_Data for this task_
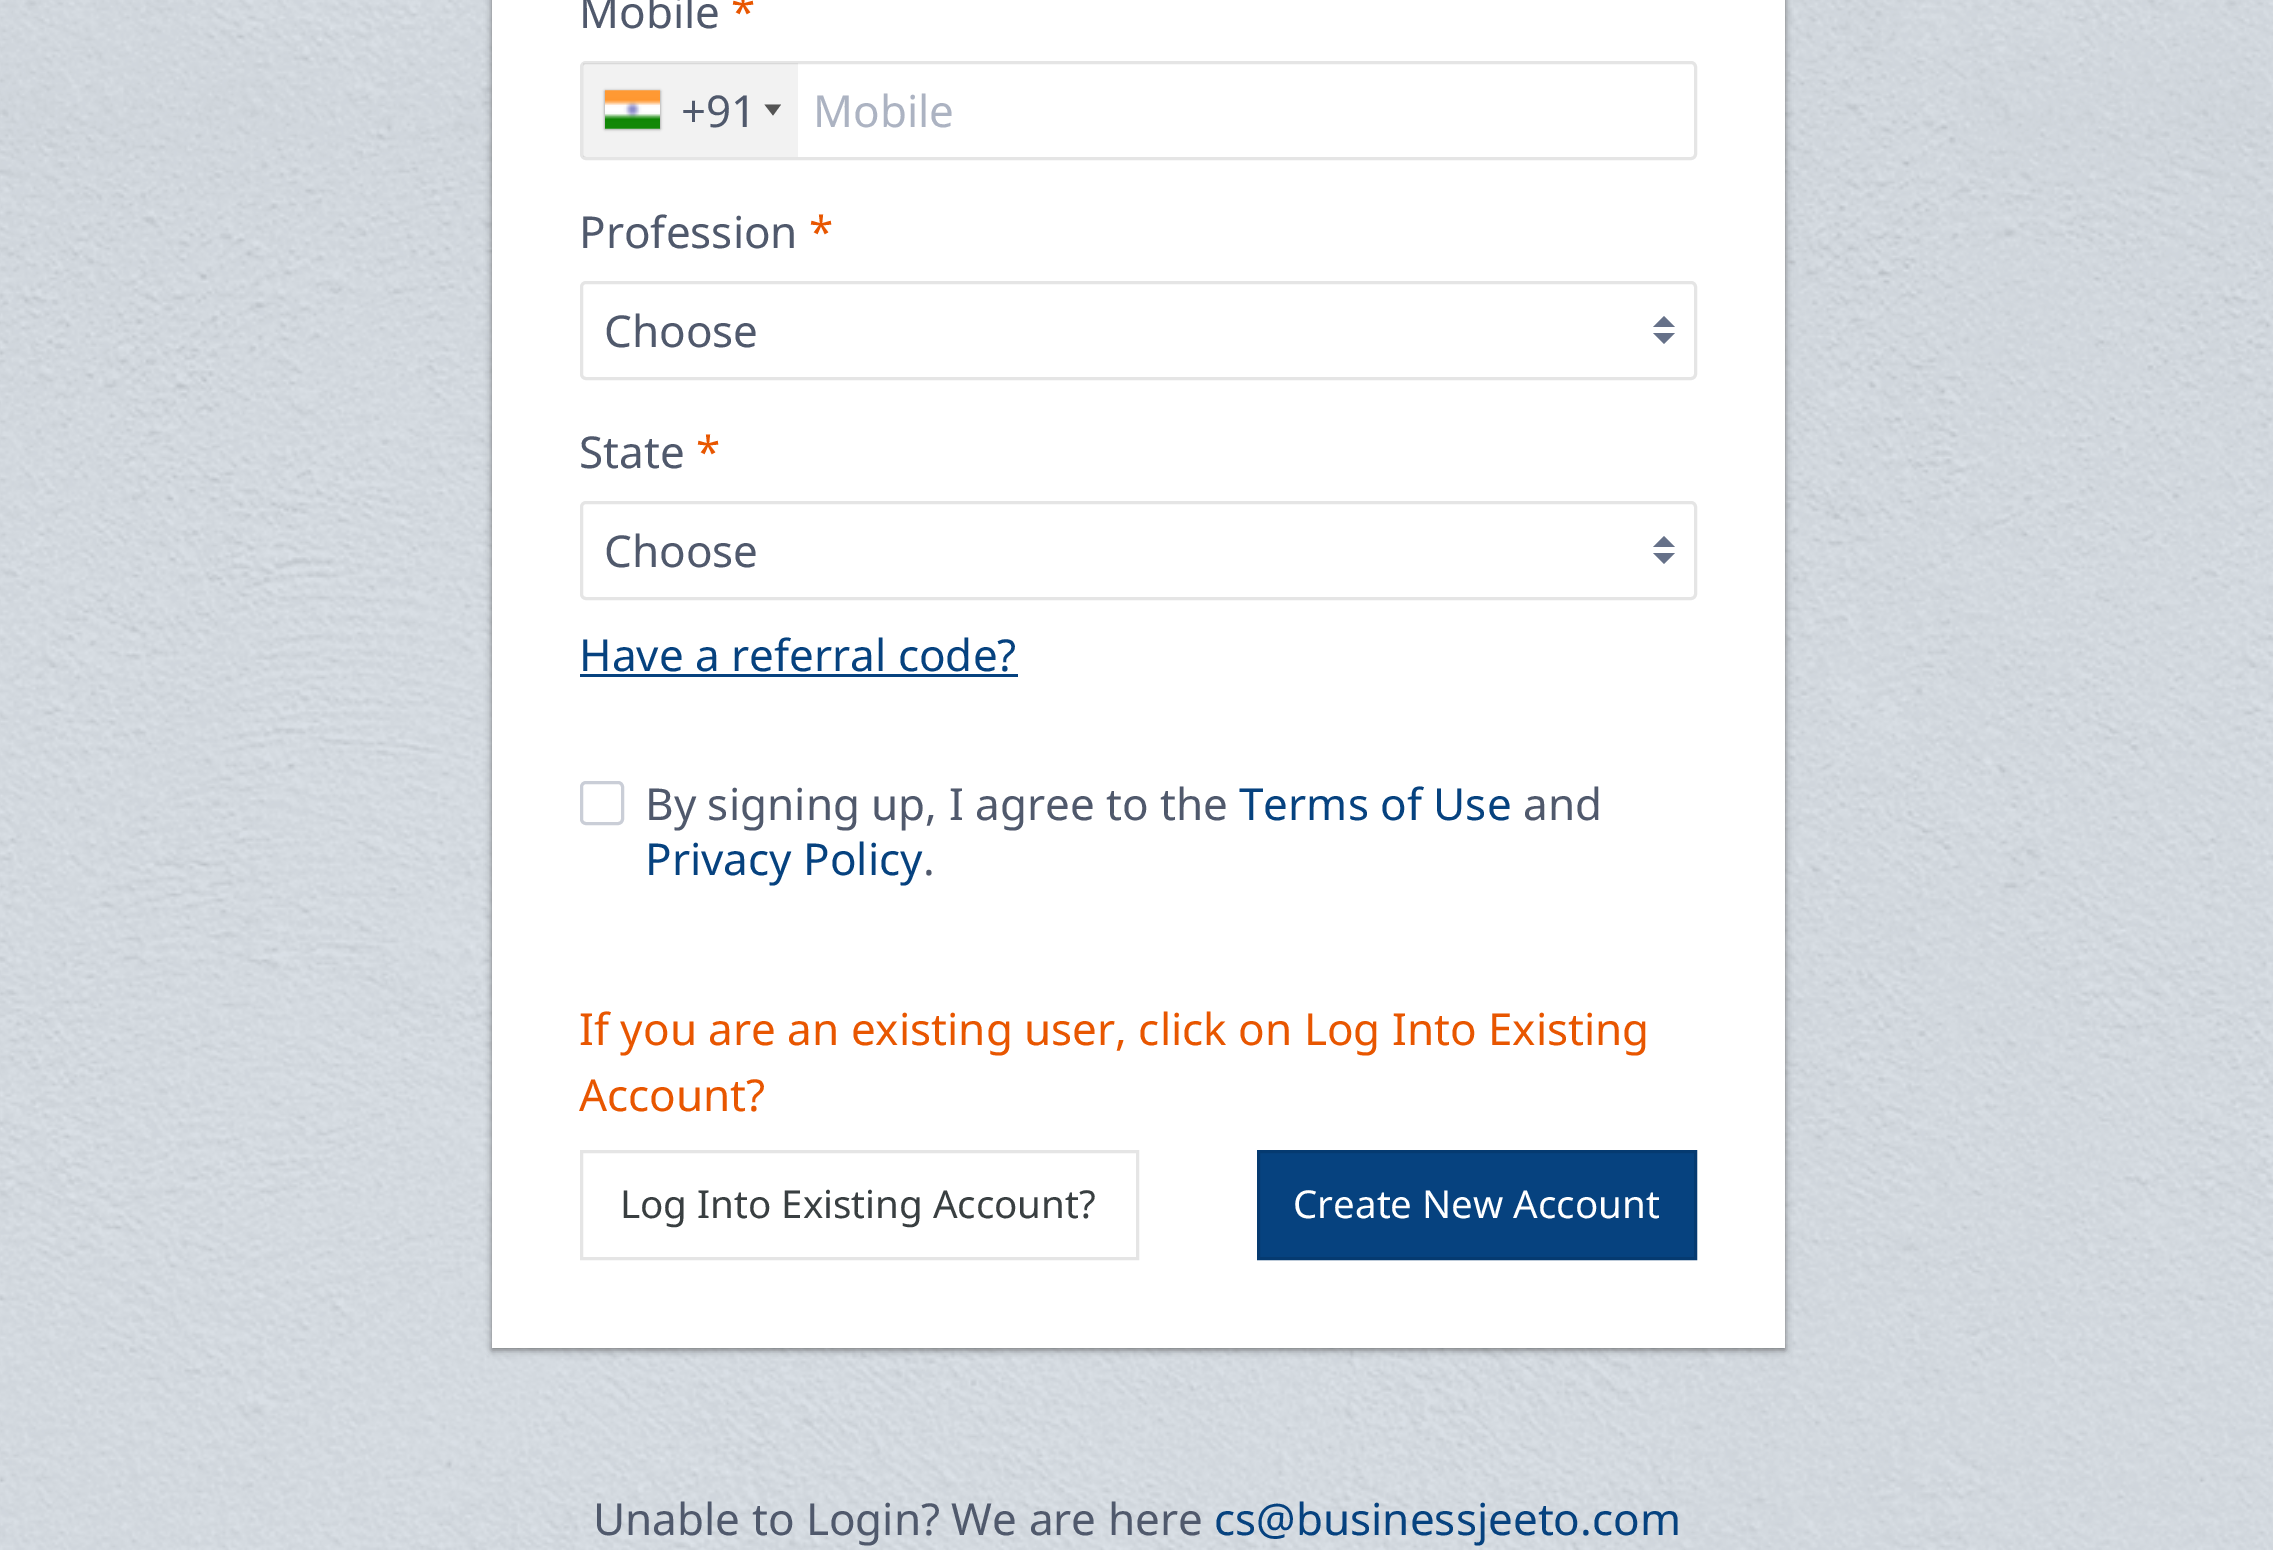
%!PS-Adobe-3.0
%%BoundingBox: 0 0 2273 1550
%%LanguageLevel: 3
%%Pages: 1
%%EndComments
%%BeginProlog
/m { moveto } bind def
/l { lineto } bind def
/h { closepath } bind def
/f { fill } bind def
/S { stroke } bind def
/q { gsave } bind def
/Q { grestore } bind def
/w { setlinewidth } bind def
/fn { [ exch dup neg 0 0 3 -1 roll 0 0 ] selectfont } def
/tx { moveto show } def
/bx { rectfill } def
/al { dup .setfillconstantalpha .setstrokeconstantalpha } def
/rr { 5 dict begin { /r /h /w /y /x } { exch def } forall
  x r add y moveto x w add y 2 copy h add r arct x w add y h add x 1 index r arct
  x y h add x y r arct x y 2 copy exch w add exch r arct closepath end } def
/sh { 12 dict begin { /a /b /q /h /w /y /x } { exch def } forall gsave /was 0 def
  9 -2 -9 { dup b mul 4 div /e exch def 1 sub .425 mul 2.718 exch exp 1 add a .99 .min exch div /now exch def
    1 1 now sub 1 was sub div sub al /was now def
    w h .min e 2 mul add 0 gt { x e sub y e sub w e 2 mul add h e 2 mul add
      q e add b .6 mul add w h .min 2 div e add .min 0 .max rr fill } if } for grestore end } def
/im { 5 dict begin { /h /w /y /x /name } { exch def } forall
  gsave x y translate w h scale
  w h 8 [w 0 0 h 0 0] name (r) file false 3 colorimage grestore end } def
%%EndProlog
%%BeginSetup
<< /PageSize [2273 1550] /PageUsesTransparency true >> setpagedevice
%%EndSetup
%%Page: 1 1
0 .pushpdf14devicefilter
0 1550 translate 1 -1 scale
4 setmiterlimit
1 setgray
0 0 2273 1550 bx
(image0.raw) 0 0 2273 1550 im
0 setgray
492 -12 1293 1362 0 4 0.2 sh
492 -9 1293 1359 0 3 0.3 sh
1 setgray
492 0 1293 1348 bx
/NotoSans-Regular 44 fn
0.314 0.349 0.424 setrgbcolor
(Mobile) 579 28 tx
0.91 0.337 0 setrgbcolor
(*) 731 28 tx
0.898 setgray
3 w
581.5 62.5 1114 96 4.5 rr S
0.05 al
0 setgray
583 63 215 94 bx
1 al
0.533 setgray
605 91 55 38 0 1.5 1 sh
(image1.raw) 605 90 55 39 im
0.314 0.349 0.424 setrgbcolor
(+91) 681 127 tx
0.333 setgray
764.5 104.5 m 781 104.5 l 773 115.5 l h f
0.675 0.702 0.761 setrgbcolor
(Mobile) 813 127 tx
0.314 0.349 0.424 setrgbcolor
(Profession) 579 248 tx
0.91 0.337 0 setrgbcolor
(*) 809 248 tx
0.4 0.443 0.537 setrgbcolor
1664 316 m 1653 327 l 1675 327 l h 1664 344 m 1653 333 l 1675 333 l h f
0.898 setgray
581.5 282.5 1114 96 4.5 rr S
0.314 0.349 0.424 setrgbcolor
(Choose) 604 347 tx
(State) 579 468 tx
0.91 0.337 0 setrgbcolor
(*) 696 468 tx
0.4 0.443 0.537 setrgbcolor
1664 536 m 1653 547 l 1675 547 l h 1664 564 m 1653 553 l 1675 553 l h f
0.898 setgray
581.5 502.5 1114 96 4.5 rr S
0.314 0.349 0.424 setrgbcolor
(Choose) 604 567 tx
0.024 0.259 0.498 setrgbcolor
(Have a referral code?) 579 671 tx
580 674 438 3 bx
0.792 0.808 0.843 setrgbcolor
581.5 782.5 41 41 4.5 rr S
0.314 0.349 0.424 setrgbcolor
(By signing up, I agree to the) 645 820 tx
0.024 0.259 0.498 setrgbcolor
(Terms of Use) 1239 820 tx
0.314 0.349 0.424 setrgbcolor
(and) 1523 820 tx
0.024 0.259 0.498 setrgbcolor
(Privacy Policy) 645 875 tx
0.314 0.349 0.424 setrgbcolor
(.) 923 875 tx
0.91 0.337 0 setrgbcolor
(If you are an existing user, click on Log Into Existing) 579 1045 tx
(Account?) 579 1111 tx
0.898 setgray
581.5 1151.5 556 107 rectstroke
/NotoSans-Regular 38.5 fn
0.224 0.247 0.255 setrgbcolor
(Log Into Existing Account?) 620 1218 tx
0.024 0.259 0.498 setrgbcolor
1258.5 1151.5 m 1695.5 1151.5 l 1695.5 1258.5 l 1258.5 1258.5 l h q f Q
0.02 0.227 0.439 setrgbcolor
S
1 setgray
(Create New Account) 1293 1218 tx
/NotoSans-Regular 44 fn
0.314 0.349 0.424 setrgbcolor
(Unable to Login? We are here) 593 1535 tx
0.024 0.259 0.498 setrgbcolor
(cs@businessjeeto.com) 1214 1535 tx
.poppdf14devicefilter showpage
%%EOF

_What the task requires_
Copy exactly what appears in the entries, beginning with the first line and ending with the line that has "0 1550 translate 1 -1 scale", but not the pictures.

_Response_
%!PS-Adobe-3.0
%%BoundingBox: 0 0 2273 1550
%%LanguageLevel: 3
%%Pages: 1
%%EndComments
%%BeginProlog
/m { moveto } bind def
/l { lineto } bind def
/h { closepath } bind def
/f { fill } bind def
/S { stroke } bind def
/q { gsave } bind def
/Q { grestore } bind def
/w { setlinewidth } bind def
/fn { [ exch dup neg 0 0 3 -1 roll 0 0 ] selectfont } def
/tx { moveto show } def
/bx { rectfill } def
/al { dup .setfillconstantalpha .setstrokeconstantalpha } def
/rr { 5 dict begin { /r /h /w /y /x } { exch def } forall
  x r add y moveto x w add y 2 copy h add r arct x w add y h add x 1 index r arct
  x y h add x y r arct x y 2 copy exch w add exch r arct closepath end } def
/sh { 12 dict begin { /a /b /q /h /w /y /x } { exch def } forall gsave /was 0 def
  9 -2 -9 { dup b mul 4 div /e exch def 1 sub .425 mul 2.718 exch exp 1 add a .99 .min exch div /now exch def
    1 1 now sub 1 was sub div sub al /was now def
    w h .min e 2 mul add 0 gt { x e sub y e sub w e 2 mul add h e 2 mul add
      q e add b .6 mul add w h .min 2 div e add .min 0 .max rr fill } if } for grestore end } def
/im { 5 dict begin { /h /w /y /x /name } { exch def } forall
  gsave x y translate w h scale
  w h 8 [w 0 0 h 0 0] name (r) file false 3 colorimage grestore end } def
%%EndProlog
%%BeginSetup
<< /PageSize [2273 1550] /PageUsesTransparency true >> setpagedevice
%%EndSetup
%%Page: 1 1
0 .pushpdf14devicefilter
0 1550 translate 1 -1 scale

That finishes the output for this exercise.